Source data
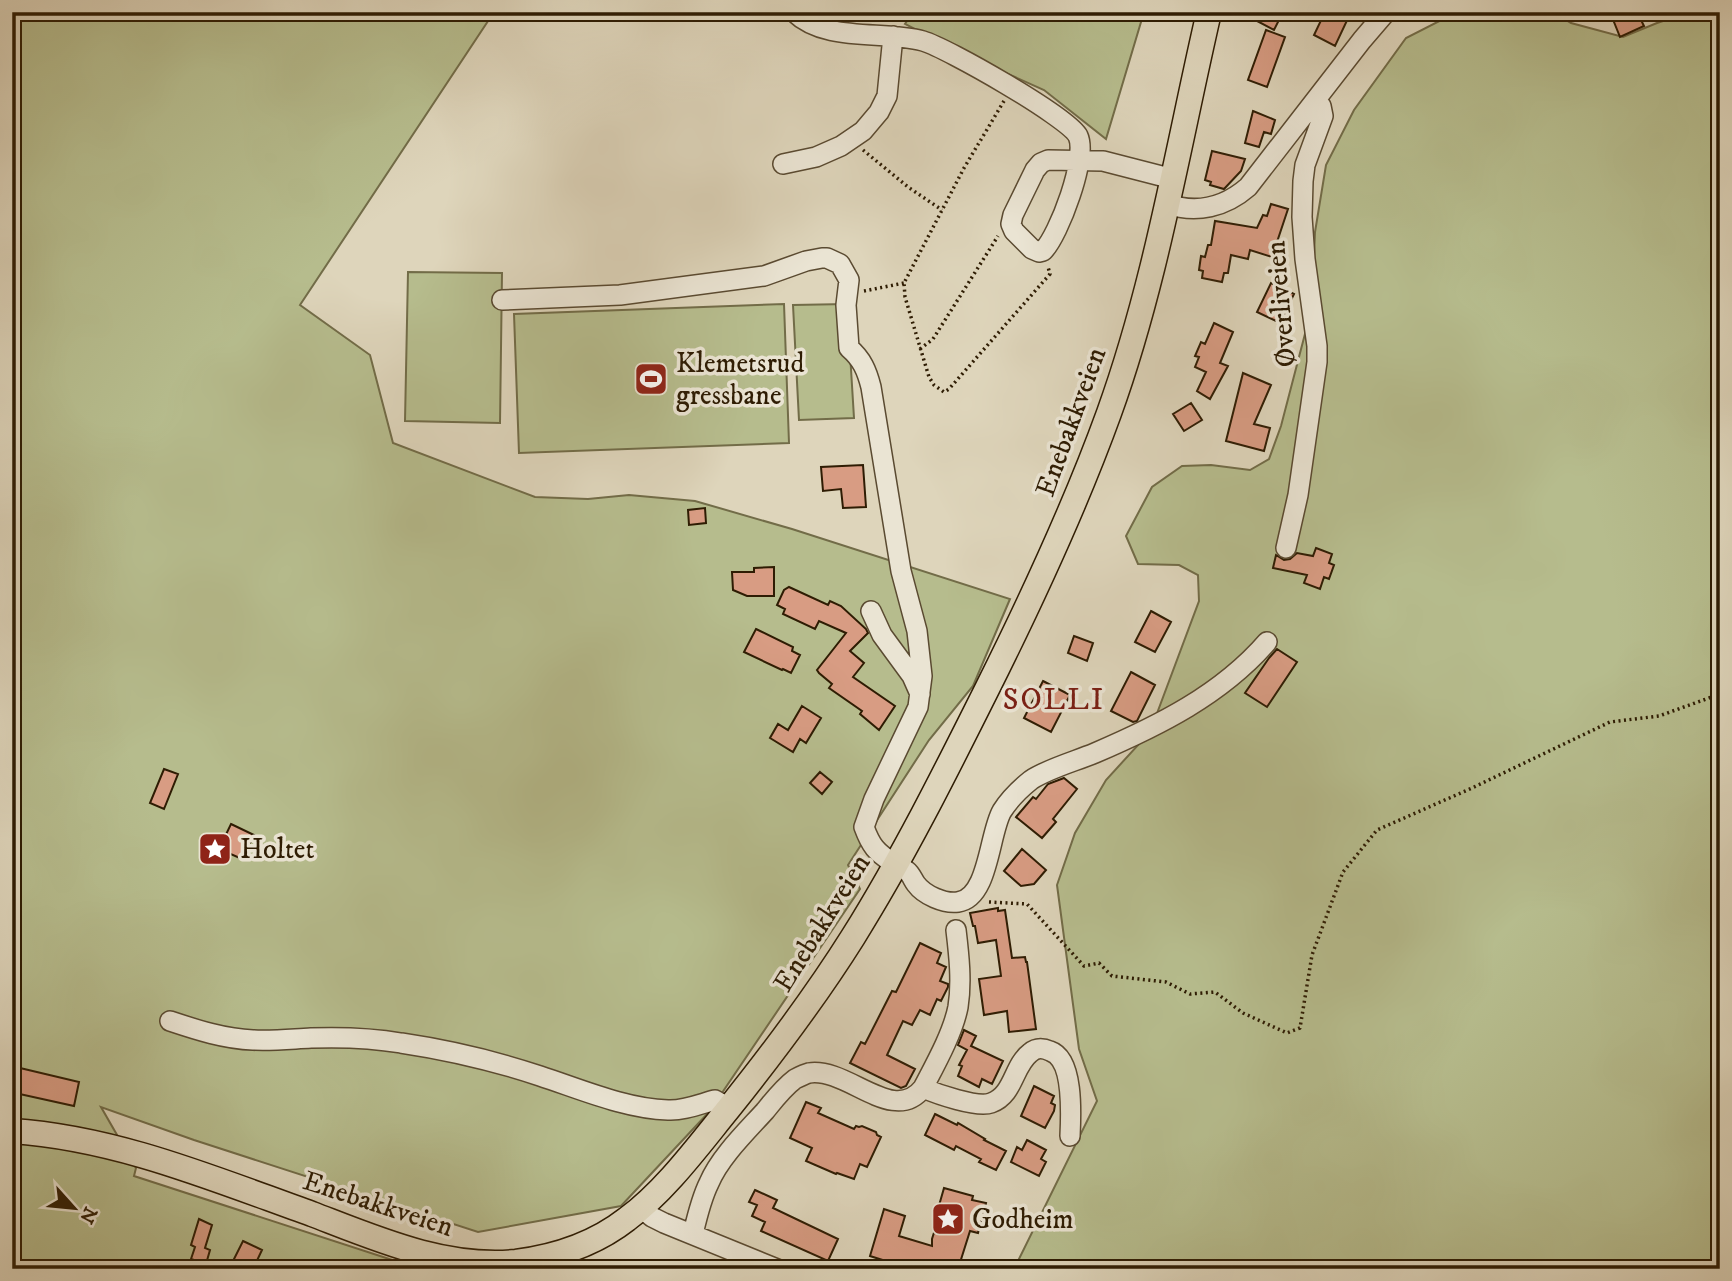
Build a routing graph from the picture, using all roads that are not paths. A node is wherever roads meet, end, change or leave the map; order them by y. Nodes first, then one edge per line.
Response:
1 (794, 12) edge
2 (1209, 12) edge
3 (1386, 12) edge
4 (893, 36) junction
5 (1316, 100) junction
6 (1080, 160) junction
7 (783, 164) dead end
8 (1173, 179) junction
9 (1167, 204) junction
10 (502, 300) dead end
11 (1286, 548) dead end
12 (871, 611) dead end
13 (1267, 642) dead end
14 (920, 695) junction
15 (895, 864) junction
16 (956, 930) dead end
17 (170, 1021) dead end
18 (923, 1088) junction
19 (729, 1108) junction
20 (12, 1130) edge
21 (1070, 1136) dead end
22 (641, 1208) junction
23 (693, 1234) junction
24 (777, 1269) edge

1 - 4 street
2 - 8 main road, Enebakkveien
3 - 5 street
4 - 6 street
4 - 7 street
5 - 9 street
5 - 11 street, Øverliveien
6 - 6 street
6 - 8 street
8 - 9 main road, Enebakkveien
9 - 15 main road, Enebakkveien
10 - 14 street
12 - 14 street
13 - 15 street
14 - 15 street
15 - 19 main road, Enebakkveien
16 - 18 street
17 - 19 street
18 - 21 street
18 - 23 street
19 - 22 main road, Enebakkveien
20 - 22 main road, Enebakkveien
22 - 23 street
23 - 24 street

**Instructions to follow**
When you repeat the records, reproduce each line exactly and drop the images.

**Exercise solution**
Build a routing graph from the picture, using all roads that are not paths. A node is wherever roads meet, end, change or leave the map; order them by y. Nodes first, then one edge per line.
Response:
1 (794, 12) edge
2 (1209, 12) edge
3 (1386, 12) edge
4 (893, 36) junction
5 (1316, 100) junction
6 (1080, 160) junction
7 (783, 164) dead end
8 (1173, 179) junction
9 (1167, 204) junction
10 (502, 300) dead end
11 (1286, 548) dead end
12 (871, 611) dead end
13 (1267, 642) dead end
14 (920, 695) junction
15 (895, 864) junction
16 (956, 930) dead end
17 (170, 1021) dead end
18 (923, 1088) junction
19 (729, 1108) junction
20 (12, 1130) edge
21 (1070, 1136) dead end
22 (641, 1208) junction
23 (693, 1234) junction
24 (777, 1269) edge

1 - 4 street
2 - 8 main road, Enebakkveien
3 - 5 street
4 - 6 street
4 - 7 street
5 - 9 street
5 - 11 street, Øverliveien
6 - 6 street
6 - 8 street
8 - 9 main road, Enebakkveien
9 - 15 main road, Enebakkveien
10 - 14 street
12 - 14 street
13 - 15 street
14 - 15 street
15 - 19 main road, Enebakkveien
16 - 18 street
17 - 19 street
18 - 21 street
18 - 23 street
19 - 22 main road, Enebakkveien
20 - 22 main road, Enebakkveien
22 - 23 street
23 - 24 street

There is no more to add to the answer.